WORK TO BE COMPLETED —
Though the entries hold pictures, only their text should be duplicated, exactly and in full.

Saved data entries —
-------------------------

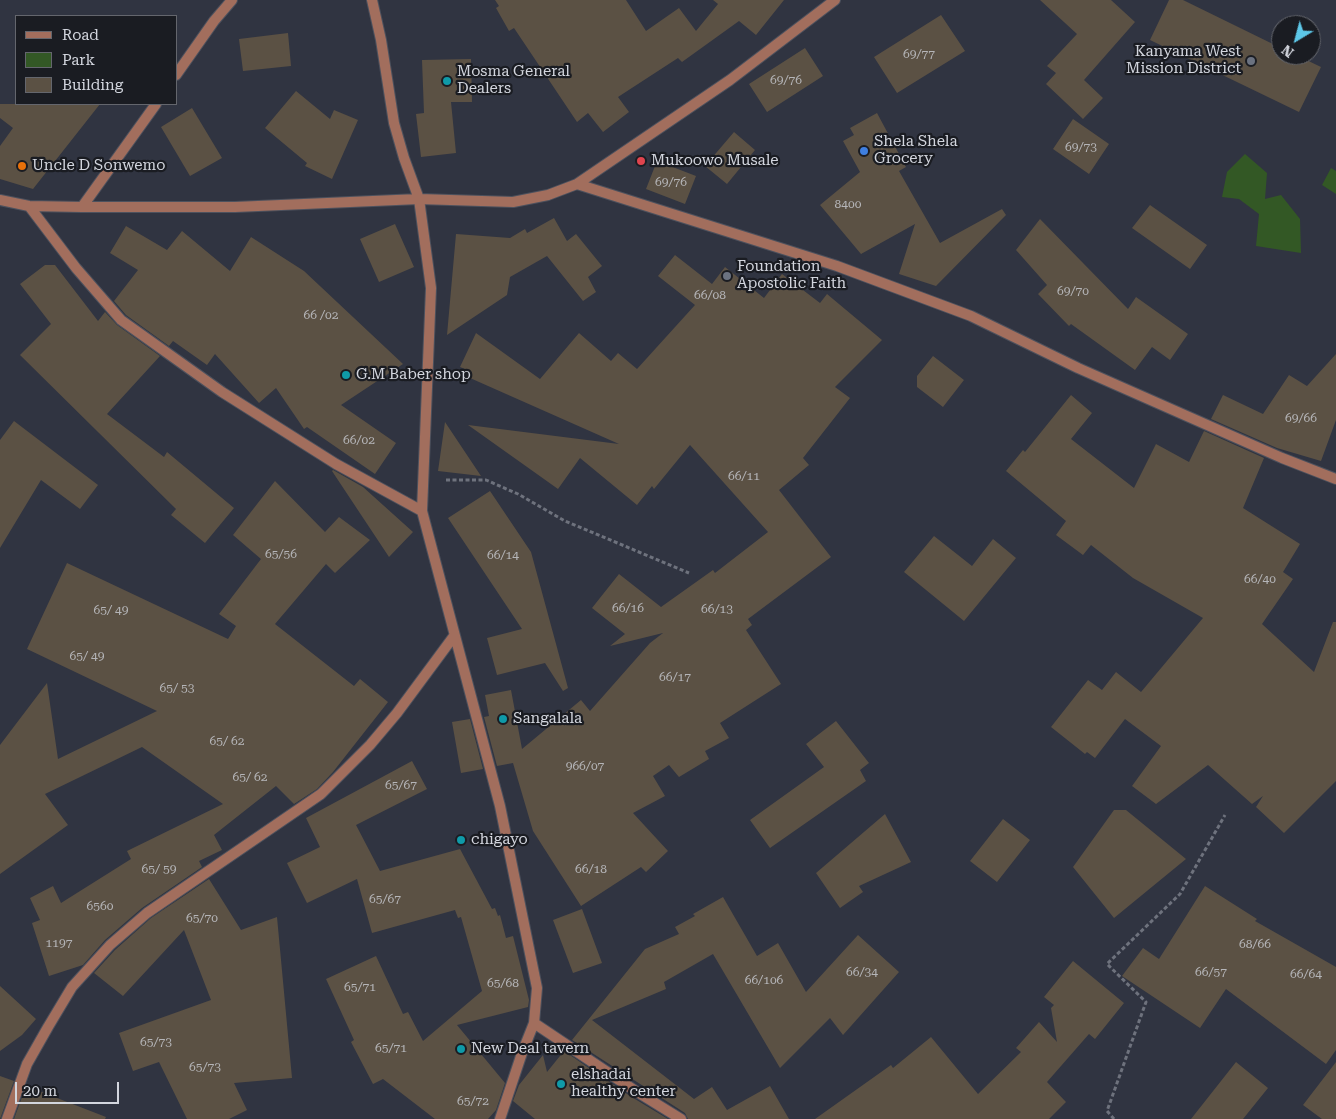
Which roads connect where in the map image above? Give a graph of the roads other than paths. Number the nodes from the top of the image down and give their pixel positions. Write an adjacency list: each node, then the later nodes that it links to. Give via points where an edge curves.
1 (232, 0): 4 (street)
2 (372, 0): 7 (street, via 394,123)
3 (835, 0): 6 (street, via 730,80)
4 (178, 72)
5 (155, 105): 10 (street)
6 (577, 184): 7 (street, via 548,195 513,202); 11 (street, via 837,266 971,316 1078,368)
7 (419, 199): 10 (street, via 235,207); 12 (street, via 432,288)
8 (0, 200): 9 (street)
9 (29, 206): 10 (street); 12 (street, via 121,320 222,392 336,464)
10 (82, 207)
11 (1336, 479)
12 (422, 511): 13 (street)
13 (454, 636): 14 (street, via 500,806 537,988); 15 (street, via 397,713 321,794 147,913 110,945 67,995 27,1064)
14 (534, 1023): 16 (street); 17 (street)
15 (6, 1119)
16 (500, 1119)
17 (681, 1119)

-------------------------

RESULT OF THE TASK —
Which roads connect where in the map image above? Give a graph of the roads other than paths. Number the nodes from the top of the image down and give their pixel positions. Write an adjacency list: each node, then the later nodes that it links to. Give via points where an edge curves.
1 (232, 0): 4 (street)
2 (372, 0): 7 (street, via 394,123)
3 (835, 0): 6 (street, via 730,80)
4 (178, 72)
5 (155, 105): 10 (street)
6 (577, 184): 7 (street, via 548,195 513,202); 11 (street, via 837,266 971,316 1078,368)
7 (419, 199): 10 (street, via 235,207); 12 (street, via 432,288)
8 (0, 200): 9 (street)
9 (29, 206): 10 (street); 12 (street, via 121,320 222,392 336,464)
10 (82, 207)
11 (1336, 479)
12 (422, 511): 13 (street)
13 (454, 636): 14 (street, via 500,806 537,988); 15 (street, via 397,713 321,794 147,913 110,945 67,995 27,1064)
14 (534, 1023): 16 (street); 17 (street)
15 (6, 1119)
16 (500, 1119)
17 (681, 1119)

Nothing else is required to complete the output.